2. A structure of a substrate supporting table which is used in a processing apparatus using a corrosive gas in a vacuum chamber, and which includes a drive mechanism to change a position of a substrate to be processed, the structure comprising:

a cylindrical inner tube which has a lower end portion thereof attached to a periphery of an opening in a bottom portion of the vacuum chamber with a first sealing member in between;

a bellows which is disposed on an outer circumferential side of the inner tube, and which has an upper end portion thereof attached to an upper end portion of the inner tube with a second sealing member in between;

a cylindrical outer tube which is disposed on an outer circumferential side of the bellows, and which has a lower end portion thereof attached to a lower end portion of the bellows with a third sealing member in between;

a disc-shaped placing table which is attached to close an opening in an upper end portion of the outer tube with a fourth sealing member in between, and on which the substrate is placed;

a cylindrical cover member which is provided in tight contact with the outer tube to cover an entire surface of the outer tube, and which is made of a corrosion resistant material; and

a drive member which is attached to a back surface of the placing table through the opening in the inner wall of the vacuum chamber and an inside of the inner tube, and which is driven by the drive mechanism.

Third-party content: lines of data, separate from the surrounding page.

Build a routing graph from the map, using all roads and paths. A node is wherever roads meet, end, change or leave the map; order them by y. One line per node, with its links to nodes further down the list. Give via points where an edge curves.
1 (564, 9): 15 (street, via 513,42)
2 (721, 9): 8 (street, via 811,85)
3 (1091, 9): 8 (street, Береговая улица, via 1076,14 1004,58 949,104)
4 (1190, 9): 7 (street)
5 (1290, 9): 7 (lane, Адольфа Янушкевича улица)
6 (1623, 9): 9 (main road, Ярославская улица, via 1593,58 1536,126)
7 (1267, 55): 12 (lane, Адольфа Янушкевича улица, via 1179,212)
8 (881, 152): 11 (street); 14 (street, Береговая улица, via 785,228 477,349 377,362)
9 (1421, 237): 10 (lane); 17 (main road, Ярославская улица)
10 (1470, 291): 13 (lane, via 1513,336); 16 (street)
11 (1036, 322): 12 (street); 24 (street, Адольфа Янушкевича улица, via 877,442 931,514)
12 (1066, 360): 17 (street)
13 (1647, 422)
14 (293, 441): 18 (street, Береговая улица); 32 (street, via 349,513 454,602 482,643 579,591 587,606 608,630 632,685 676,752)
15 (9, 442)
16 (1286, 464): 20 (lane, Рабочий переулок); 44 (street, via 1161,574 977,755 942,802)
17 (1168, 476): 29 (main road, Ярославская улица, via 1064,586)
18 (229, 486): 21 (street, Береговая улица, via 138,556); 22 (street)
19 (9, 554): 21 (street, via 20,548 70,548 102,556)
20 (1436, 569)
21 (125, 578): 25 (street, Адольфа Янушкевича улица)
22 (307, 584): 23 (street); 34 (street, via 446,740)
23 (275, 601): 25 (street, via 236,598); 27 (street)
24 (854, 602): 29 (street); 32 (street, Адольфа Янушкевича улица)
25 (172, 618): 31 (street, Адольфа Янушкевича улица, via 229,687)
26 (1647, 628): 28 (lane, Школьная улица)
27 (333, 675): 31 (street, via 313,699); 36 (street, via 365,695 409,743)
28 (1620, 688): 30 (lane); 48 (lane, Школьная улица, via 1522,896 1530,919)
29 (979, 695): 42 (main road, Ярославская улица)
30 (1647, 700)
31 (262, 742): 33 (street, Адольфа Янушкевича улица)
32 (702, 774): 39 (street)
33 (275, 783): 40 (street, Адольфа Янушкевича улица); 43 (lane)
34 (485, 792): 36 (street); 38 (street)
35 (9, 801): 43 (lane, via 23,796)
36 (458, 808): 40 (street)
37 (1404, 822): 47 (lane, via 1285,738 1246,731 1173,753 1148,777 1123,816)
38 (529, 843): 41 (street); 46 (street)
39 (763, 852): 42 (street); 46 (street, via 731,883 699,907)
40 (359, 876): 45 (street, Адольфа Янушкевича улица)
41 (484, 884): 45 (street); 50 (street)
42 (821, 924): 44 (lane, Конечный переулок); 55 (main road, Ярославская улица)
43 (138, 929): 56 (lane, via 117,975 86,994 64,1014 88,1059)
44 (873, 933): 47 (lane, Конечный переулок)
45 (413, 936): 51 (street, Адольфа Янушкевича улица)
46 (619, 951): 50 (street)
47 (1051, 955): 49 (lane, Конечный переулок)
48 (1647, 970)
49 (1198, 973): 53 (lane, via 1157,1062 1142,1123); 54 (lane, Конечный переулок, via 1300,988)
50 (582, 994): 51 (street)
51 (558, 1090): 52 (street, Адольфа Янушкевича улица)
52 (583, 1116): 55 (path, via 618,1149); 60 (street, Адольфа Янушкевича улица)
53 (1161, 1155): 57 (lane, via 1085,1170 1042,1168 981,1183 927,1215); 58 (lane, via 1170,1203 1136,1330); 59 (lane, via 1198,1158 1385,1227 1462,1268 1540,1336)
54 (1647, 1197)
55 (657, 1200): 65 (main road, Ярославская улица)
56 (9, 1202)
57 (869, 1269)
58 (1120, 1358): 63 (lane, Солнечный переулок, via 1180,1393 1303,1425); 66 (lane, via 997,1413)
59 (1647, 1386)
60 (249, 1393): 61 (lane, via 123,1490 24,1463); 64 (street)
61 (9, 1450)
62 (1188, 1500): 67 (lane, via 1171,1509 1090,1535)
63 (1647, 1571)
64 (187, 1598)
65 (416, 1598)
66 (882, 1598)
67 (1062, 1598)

3. The structure of the substrate supporting table according to claim 1 or 2, wherein at least one of bonding of the inner tube and the bellows, which is performed instead of using the second sealing member, and bonding of the bellows and the outer tube, which is performed instead of using the third sealing member, is performed.

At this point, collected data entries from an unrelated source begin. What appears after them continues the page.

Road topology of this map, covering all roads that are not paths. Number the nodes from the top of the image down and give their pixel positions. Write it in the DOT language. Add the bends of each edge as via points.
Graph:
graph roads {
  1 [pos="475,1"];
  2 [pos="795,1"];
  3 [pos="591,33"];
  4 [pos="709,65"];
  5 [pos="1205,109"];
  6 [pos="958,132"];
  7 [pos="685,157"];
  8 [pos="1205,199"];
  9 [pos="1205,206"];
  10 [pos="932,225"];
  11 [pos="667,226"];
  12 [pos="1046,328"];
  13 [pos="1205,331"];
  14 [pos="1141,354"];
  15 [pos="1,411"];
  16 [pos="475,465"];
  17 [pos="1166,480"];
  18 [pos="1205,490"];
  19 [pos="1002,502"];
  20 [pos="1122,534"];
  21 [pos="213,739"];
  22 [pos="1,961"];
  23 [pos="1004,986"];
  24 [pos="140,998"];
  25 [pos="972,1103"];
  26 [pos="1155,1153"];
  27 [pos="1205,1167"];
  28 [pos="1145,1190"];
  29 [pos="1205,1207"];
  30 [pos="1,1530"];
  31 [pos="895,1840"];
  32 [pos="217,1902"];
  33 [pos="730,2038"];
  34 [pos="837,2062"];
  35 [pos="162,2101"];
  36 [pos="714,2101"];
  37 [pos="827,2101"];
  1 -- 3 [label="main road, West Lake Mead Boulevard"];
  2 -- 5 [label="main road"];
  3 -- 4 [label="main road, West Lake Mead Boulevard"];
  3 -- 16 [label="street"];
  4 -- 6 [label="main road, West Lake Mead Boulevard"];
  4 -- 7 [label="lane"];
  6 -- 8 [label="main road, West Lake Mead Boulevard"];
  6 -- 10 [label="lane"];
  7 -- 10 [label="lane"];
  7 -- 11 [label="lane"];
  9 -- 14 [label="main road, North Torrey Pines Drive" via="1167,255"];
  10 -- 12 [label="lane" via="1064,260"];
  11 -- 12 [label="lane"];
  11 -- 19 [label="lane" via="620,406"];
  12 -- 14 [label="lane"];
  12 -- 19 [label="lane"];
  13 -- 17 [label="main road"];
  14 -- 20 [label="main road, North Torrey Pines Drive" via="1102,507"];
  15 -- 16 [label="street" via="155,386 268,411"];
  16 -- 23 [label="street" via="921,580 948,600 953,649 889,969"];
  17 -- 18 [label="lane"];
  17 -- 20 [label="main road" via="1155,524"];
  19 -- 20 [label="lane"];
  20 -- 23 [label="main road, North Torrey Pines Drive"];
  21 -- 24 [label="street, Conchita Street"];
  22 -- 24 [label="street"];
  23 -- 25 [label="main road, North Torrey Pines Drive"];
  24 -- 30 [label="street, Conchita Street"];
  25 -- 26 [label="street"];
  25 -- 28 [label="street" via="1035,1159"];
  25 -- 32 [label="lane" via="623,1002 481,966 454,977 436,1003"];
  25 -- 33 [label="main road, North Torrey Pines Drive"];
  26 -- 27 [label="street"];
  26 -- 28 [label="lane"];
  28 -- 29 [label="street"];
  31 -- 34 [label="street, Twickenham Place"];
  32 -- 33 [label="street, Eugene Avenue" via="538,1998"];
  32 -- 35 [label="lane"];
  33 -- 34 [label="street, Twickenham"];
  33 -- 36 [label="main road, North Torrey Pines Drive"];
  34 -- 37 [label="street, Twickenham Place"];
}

4. The structure of the substrate supporting table according to claim 1 or 2, wherein a cylindrical exterior member made of a corrosion resistant material is further provided on an outer circumferential side of the cover member to cover an entire surface of the cover member.

5. The structure of the substrate supporting table according to claim 1 or 2, wherein the processing apparatus is a plasma processing apparatus.

6. A plasma processing device comprising the structure of the substrate supporting table according to claim 1 or 2.